By Michael Holland –
Generation after generation of leaders have followed the same path:
- Get thrown into the position to take over leading their former peers
- Spend 10 or so years guessing at what they’re supposed to do as a leader, and
- Then start attending leadership development programs which attempt to educate them on the effective ways to manage and lead
Young leaders are the future of our companies and organizations.
Consider these three ways we limit our leaders and their potential for impact.
We Trust Our Greatest Assets With Those Who Are Not Trained
The young leader is pulled from the ranks of her team to take on the supervisory or team lead role for 5 to 8 of her peers.
We entrust the engagement, productivity and retention of our “company’s greatest asset” with someone whose depth of management experience would entail a single bullet on the second page of a leader’s resume twice her age.
We expect all sorts of professionals — doctors, lawyers, teachers, engineers — to be educated and apprenticed in their craft before being left alone.
Guiding and educating young leaders in the art of managing and leading others in conjunction with taking on these roles, creates a tremendous return on investment given the asset they are charged with managing.
We Seek and Reward Bad Habits
Young leaders build and refine bad habits as they are left on their own for 8 or 10 years before being entitled to receive leadership development training.
Conservatively, organizations spend 3 to 4 times as much money per leader on training and coaching programs for experienced leaders as compared to money spent on young leaders.

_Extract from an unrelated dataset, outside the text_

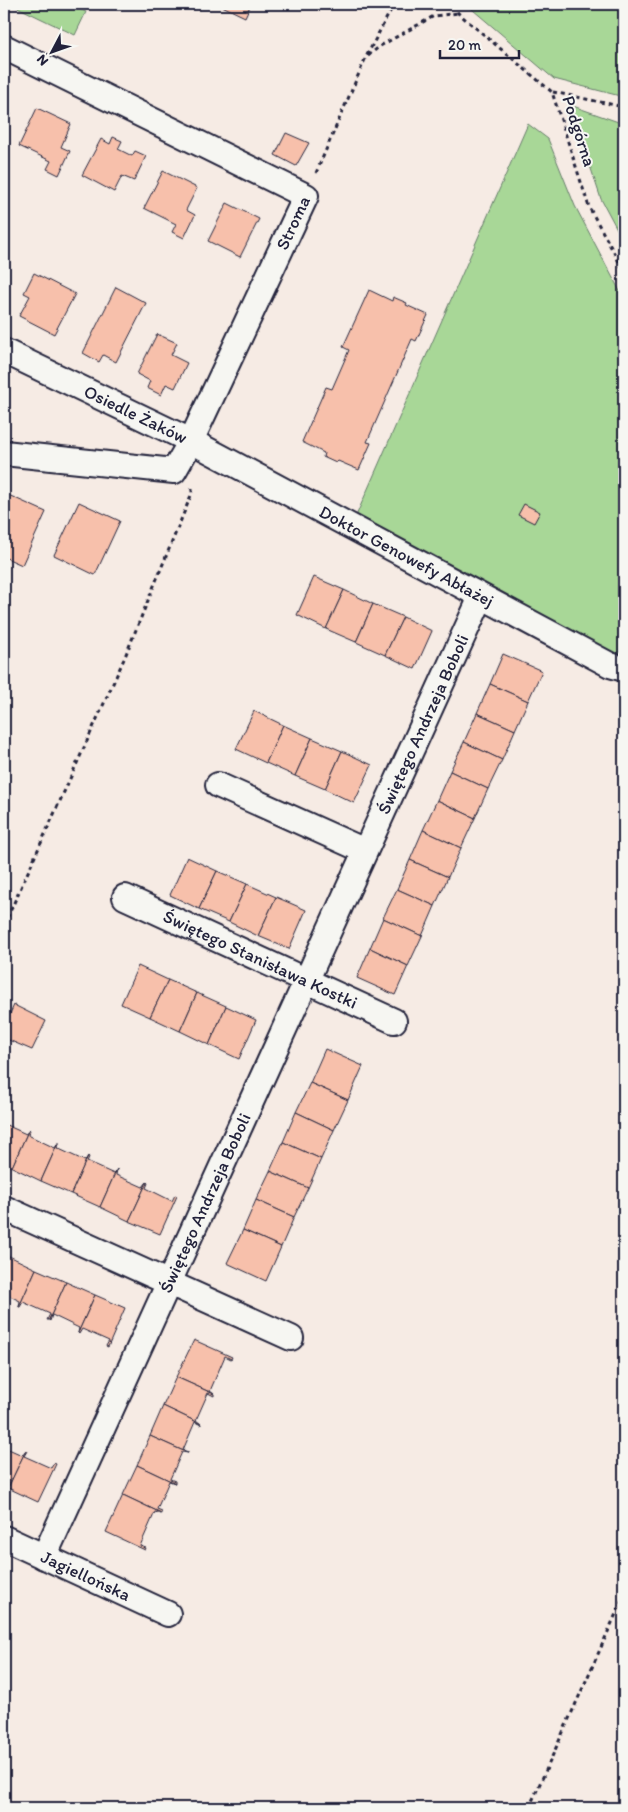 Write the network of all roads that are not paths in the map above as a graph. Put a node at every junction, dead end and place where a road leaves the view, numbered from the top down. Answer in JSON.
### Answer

Average, merely adequate tenured leaders are asked to mentor young leaders and model the behaviors that will make them successful in leadership. But are these habits of average leaders truly what we want our young leaders to emulate?
Investing in the leadership development of young leaders – so they create the good people leadership habits – will allow these leaders to learn their craft early, practice often and build their competence.
We Don’t Try to Understand Young Leaders
Generational misunderstanding is a constant throughout history.
Every generation worries about the capability of succeeding generations to lead our society forward. We are blessed with a vast number of studies, books and articles telling us how these younger generations think and act in ways that are unique from previous generations.
We know they are more tech savvy, more collaborative, more accepting of diversity and more innovative. We know they are better educated in total and continue to educate themselves daily; they are life long learners.
We should encourage and enable young leaders, and leaders to be, to develop peer coaching/development circles that would allow for seemingly unstructured learning.
We should seed the collision of thought and practice to enable a future direction.
To Think About
It’s wonderful that organizations are reviewing succession plans, developing depth charts and identifying their high potentials. I’m confident the plans are thorough and look good.
But who’s helping that young leader who is wrestling with how to have a difficult conversation with one of her employees and doesn’t even know there’s a difference between counseling and coaching conversations.
Check out our approach to developing leaders
Coaching Thoughts – For You and Your Peers
- Take a moment to think: have you seen any of the themes listed happening in your organization? What can you do about it?
- Have you ever attended some kind of leadership training program? At what point in your career did this occur? Was it beneficial, or would you have liked it to come at a different time?